Salwa Saleh, déplacée du Darfour du Sud

Nous vivions en ville, mais nous avons été toutes et tous déplacés de nos villes. Il est difficile d’accepter de vivre dans un camp. Et même certaines personnes de ma famille sont encore au Soudan. Elles disent toujours qu’elles ne partiront pas du Soudan, car c’est  leur pays. Tout le monde espère que la guerre se terminera bientôt, tout le monde veut retourner au pays. 

Salwa Saleh, déplacée du Darfour du Sud. Soudan, 2024 © Hareth Mohammed/MSF

La guerre nous a pris par surprise. Il a fallu partir à la hâte, sans même avoir le temps de prendre ses affaires importantes ou ses souvenirs. J’ai laissé derrière moi tant de belles choses à Nyala. Mes enfants ont perdu leur père, ils sont maintenant orphelins. Pour venir ici, nous avons dû aller de Nyala à Tina, ce qui prend généralement deux jours. Mais il nous en a fallu quatre. Nous avons traversé des zones de combats entre les Forces de soutien rapide et les Forces armées soudanaises (SAF). C’était terrifiant et épuisant. 
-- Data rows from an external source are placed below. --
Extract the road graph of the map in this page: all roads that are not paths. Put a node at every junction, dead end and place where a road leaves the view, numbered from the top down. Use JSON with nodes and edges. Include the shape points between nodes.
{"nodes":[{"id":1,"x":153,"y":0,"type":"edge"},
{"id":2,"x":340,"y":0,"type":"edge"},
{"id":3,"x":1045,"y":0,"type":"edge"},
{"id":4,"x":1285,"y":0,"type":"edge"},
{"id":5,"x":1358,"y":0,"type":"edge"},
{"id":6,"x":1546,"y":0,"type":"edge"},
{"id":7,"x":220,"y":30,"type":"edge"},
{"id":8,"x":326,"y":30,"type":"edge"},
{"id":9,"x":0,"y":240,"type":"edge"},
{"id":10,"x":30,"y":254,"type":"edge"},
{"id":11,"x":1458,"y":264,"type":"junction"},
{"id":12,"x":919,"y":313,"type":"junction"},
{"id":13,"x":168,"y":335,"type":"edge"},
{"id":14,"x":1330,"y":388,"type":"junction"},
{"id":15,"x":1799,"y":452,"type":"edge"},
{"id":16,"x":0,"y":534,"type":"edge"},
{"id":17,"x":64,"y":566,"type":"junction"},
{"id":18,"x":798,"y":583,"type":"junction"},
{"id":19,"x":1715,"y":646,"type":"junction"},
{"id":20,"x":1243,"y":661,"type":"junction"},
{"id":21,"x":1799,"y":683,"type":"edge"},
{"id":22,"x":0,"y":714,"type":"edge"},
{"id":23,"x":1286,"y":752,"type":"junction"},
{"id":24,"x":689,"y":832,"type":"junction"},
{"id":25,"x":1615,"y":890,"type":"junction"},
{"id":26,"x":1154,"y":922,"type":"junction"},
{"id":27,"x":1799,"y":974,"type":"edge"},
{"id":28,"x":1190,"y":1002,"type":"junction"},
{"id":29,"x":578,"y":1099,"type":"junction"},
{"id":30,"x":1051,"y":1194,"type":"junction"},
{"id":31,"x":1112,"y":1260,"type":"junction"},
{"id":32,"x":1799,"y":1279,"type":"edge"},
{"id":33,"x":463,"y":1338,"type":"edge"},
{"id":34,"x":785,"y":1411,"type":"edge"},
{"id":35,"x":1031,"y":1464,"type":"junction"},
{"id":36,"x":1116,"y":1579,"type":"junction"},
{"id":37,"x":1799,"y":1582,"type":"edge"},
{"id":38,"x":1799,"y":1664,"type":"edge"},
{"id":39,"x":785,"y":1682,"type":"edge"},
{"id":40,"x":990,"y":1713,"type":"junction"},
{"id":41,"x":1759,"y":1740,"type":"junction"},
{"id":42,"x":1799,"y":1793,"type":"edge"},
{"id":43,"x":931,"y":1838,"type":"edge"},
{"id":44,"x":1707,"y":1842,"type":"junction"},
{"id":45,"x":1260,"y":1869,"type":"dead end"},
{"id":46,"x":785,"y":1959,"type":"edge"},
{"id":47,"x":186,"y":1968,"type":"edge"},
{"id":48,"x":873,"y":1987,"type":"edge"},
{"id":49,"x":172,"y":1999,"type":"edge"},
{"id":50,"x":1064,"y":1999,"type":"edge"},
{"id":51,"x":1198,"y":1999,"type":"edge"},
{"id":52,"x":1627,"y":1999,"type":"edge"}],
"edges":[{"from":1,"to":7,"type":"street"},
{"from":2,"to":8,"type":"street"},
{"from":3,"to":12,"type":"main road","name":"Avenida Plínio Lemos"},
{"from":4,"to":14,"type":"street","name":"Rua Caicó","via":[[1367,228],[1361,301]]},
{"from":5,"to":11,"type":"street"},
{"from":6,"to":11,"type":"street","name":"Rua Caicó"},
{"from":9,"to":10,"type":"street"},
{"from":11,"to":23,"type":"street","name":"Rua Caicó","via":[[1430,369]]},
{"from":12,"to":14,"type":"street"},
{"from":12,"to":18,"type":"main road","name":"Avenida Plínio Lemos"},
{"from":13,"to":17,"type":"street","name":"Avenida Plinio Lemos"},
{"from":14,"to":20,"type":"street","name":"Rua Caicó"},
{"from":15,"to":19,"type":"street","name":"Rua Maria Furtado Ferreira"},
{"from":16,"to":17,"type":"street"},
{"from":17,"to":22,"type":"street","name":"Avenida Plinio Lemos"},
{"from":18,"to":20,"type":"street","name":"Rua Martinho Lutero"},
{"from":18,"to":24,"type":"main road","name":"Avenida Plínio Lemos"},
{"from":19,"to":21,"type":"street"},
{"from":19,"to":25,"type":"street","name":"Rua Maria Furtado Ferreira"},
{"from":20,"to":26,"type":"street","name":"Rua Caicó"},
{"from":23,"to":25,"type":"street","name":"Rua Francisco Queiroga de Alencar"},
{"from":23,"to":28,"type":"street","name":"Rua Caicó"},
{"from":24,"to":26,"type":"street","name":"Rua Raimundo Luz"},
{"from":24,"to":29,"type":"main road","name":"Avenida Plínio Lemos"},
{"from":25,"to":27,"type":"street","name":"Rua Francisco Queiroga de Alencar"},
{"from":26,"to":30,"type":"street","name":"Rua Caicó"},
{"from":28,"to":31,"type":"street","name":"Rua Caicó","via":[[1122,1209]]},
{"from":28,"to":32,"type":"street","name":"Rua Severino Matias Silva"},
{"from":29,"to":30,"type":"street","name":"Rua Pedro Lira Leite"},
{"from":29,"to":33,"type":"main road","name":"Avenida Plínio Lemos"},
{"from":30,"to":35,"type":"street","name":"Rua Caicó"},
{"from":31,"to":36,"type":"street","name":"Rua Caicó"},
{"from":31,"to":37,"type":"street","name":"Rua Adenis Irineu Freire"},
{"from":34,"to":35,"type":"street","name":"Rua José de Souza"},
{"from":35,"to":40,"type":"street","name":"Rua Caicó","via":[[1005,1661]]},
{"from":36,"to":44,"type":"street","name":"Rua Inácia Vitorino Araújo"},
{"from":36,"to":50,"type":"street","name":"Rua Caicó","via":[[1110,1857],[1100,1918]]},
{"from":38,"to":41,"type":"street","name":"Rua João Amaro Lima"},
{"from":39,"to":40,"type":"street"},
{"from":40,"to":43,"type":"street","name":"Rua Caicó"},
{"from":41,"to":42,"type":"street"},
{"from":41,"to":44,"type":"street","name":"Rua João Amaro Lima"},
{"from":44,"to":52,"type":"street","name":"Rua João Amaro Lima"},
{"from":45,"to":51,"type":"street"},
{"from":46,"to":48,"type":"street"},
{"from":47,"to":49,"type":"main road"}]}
Je suis dans ce camp depuis un an et deux mois. Vivre ici, c’est comme vivre dans une maison sans murs ni clôture. Nous souffrons toujours d’un manque de nourriture, d’eau potable, d’une éducation correcte, d’hôpitaux et de soins médicaux. 

Avant la guerre, nous allions travailler et nous rentrions à la maison pour retrouver nos enfants. Nous pouvions facilement répondre à nos besoins. Mais depuis le début de la guerre, la vie est devenue beaucoup plus difficile. J’espère qu’un jour la vie reviendra à la normale, que nous retrouverons la sécurité et la stabilité. Quand nos enfants pourront retourner à l’école. 

J’espère un avenir meilleur pour mes enfants. Lorsque la guerre au Soudan prendra fin, je rêve d’avoir la possibilité de voyager, de terminer mes études, d’apprendre de nouvelles langues et de trouver un emploi. Je veux pouvoir subvenir aux besoins de mes enfants et soutenir ma famille. 

Amina Suleiman, déplacée du Darfour-Central

La guerre a commencé à Zalingei, d’où je viens, le 15 avril 2023, le même jour qu’à Khartoum. Nous espérions qu’elle se terminerait, mais ce n’était pas le cas. Ce dont j’ai été témoin à Zalingei et pendant notre déplacement ne me quittera jamais. Les souvenirs sont gravés dans ma mémoire et ils hantent également nos enfants. Ils jouent avec des bâtons, faisant semblant d’avoir des armes. Les enfants vivent avec les traumatismes de la guerre. 

Amina Suleiman, déplacée du Darfour-Central. Soudan, 2024 © Hareth Mohammed/MSF

Au Soudan, nous nous cachions sous les lits pour nous protéger des bombardements. Ces souvenirs sont douloureux, mais ici, nous faisons face à des difficultés encore plus grandes. J’ai 24 ans aujourd’hui et je ne sais pas si j’ai un avenir. Les enfants ici, dont certains ont deux ou trois ans, méritent mieux. 

Je vis dans ce camp depuis un an et un mois, depuis le 4 août 2023. La vie ici est difficile. Nous n’avons reçu une assistance financière que cinq fois depuis notre arrivée. La nourriture et l’eau sont rares. Nous en recevons normalement tous les deux jours, mais parfois c’est après quatre jours d’attente. 

Il n’y a pas d’emploi ici, même pour les personnes parmi nous qui ont fait des études. Notre situation est critique. Nous sommes également aux prises avec une crise sanitaire. Il n’y a aucun centre de santé dans le camp. Nous n’avons pas de spécialistes des maladies cardiaques ou oculaires, et beaucoup souffrent, y compris les femmes qui ont besoin de soins obstétriques. Dans notre précédent camp, le centre de santé n’avait pas de médicaments. 

Nous avons besoin d’un soutien psychologique. Beaucoup d’entre nous ont perdu des membres de leur famille à cause de la guerre. Des personnes sont portées disparues, dispersées à travers le Soudan ou toujours au Darfour. La guerre a provoqué des déchirures, nous séparant de nos proches. Tout le monde, ici dans le camp, a perdu quelqu’un. 

Si j’avais le choix, je préférerais retourner au Soudan, quitte à y mourir. Ce serait mieux que de mourir dans ce camp.